Reputation: 842
I have a data-frame like:
a b
[[35.6113, -95.855]] [[[36.028, -95.93], [36.10, -95.82] .... ]]]
How can i convert it into like this:
a b
[35.6113, -95.855] [36.028, -95.93]
[35.6113, -95.855] [36.10, -95.82]
.... ....
.... ....
I tried with df['b'].apply(pd.Series)
but it's throwing error as it must be 1 d.
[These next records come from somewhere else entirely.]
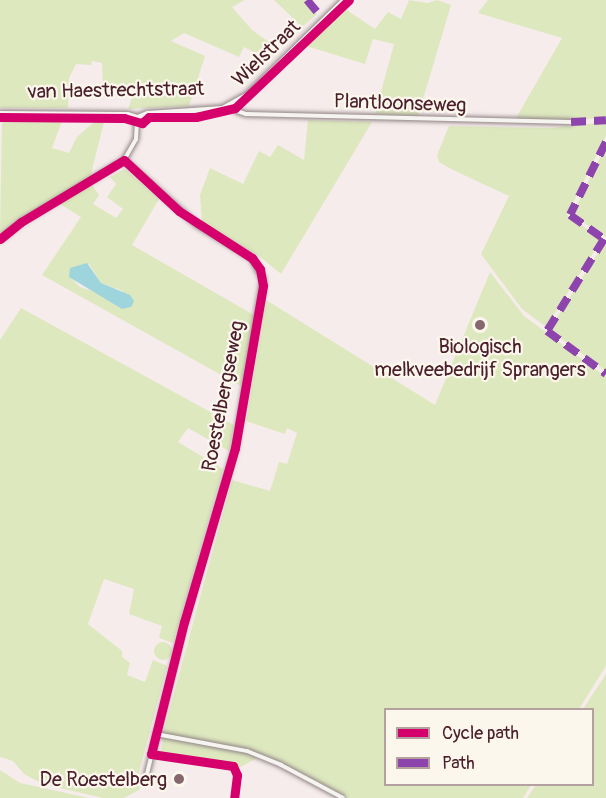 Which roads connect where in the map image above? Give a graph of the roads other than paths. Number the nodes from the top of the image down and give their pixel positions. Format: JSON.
{"nodes":[{"id":1,"x":343,"y":0,"type":"edge"},
{"id":2,"x":233,"y":104,"type":"junction"},
{"id":3,"x":0,"y":113,"type":"edge"},
{"id":4,"x":137,"y":117,"type":"junction"},
{"id":5,"x":571,"y":122,"type":"dead end"},
{"id":6,"x":124,"y":160,"type":"junction"},
{"id":7,"x":0,"y":239,"type":"edge"},
{"id":8,"x":156,"y":734,"type":"junction"},
{"id":9,"x":146,"y":778,"type":"dead end"},
{"id":10,"x":343,"y":798,"type":"edge"}],
"edges":[{"from":1,"to":2,"type":"street","name":"Wielstraat"},
{"from":2,"to":4,"type":"street","name":"van Haestrechtstraat"},
{"from":2,"to":5,"type":"street","name":"Plantloonseweg"},
{"from":3,"to":4,"type":"street","name":"van Haestrechtstraat"},
{"from":4,"to":6,"type":"street"},
{"from":6,"to":7,"type":"street"},
{"from":6,"to":8,"type":"street","name":"Roestelbergseweg"},
{"from":8,"to":9,"type":"street","name":"Roestelbergseweg"},
{"from":8,"to":10,"type":"street"}]} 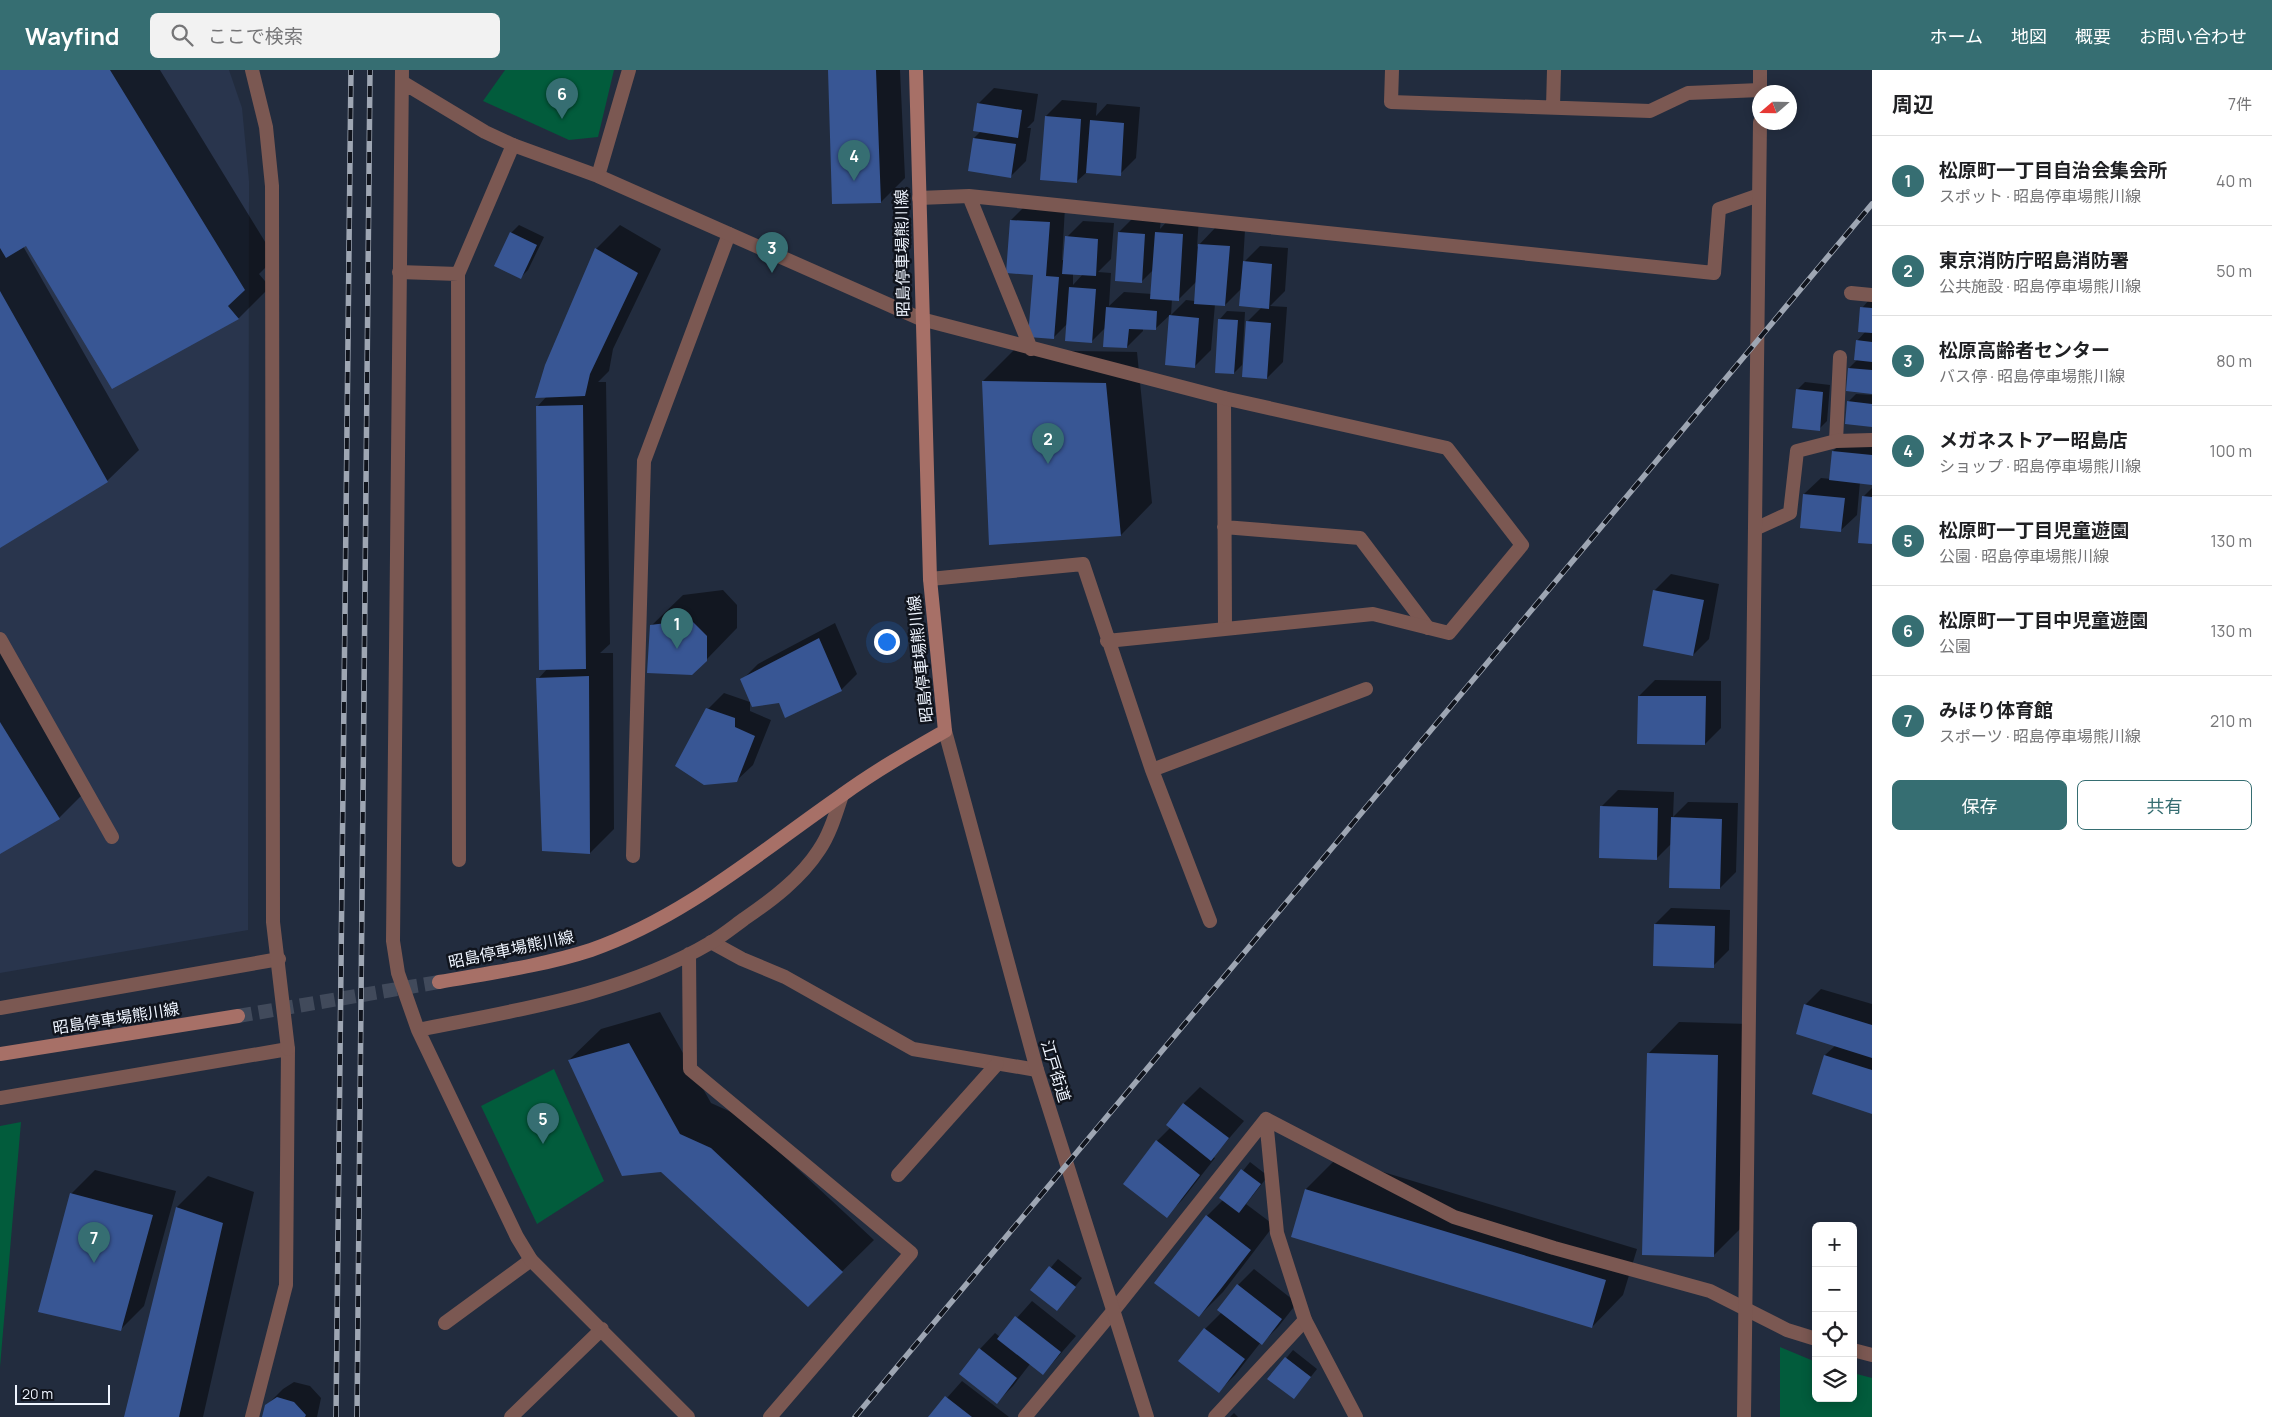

Is there a simple process to do it?
Edit:
df['b'][0]
array([[[ 36.0285042 , -95.938618 ],
[ 36.108158 , -95.8241013 ],
[ 36.1544989 , -95.9931978 ],
[ 36.515477 , -96.139459 ],
[ 36.1330019 , -95.8372588 ],
[ 36.0405703 , -96.0028027 ],
[ 35.850413 , -96.072558 ],
[ 36.0814011 , -95.7677365 ],
[ 36.40235964, -95.97271572],
[ 36.0299891 , -95.7085335 ],
[ 36.328715 , -95.488263 ],
[ 36.781739 , -95.99514 ],
[ 36.05102591, -95.72716157],
[ 35.866565 , -95.523982 ],
[ 35.8321172 , -96.049276 ],
[ 35.9691288 , -95.8382827 ],
[ 36.0872146 , -96.1264932 ],
[ 35.9682564 , -96.1106048 ],
[ 36.1375913 , -95.8341317 ],
[ 35.7914036 , -95.8728959 ]]])
Upvotes: 0
Views: 82
Reputation: 155
If using tuple doesn't limit you, you can solve this with:
s = pd.Series([tuple(x) for x in a])
Upvotes: 0
Reputation: 323226
Check with
s=pd.DataFrame({'a':df.a.repeat(df.b.str.len()),'b':sum(df.b.tolist(),[])})
s.apply(lambda x : x.str[0])
Out[104]:
a b
0 [35.6113, -95.855] [35.6113, -95.855]
0 [35.6113, -95.855] [35.6113, -95.855]
Upvotes: 3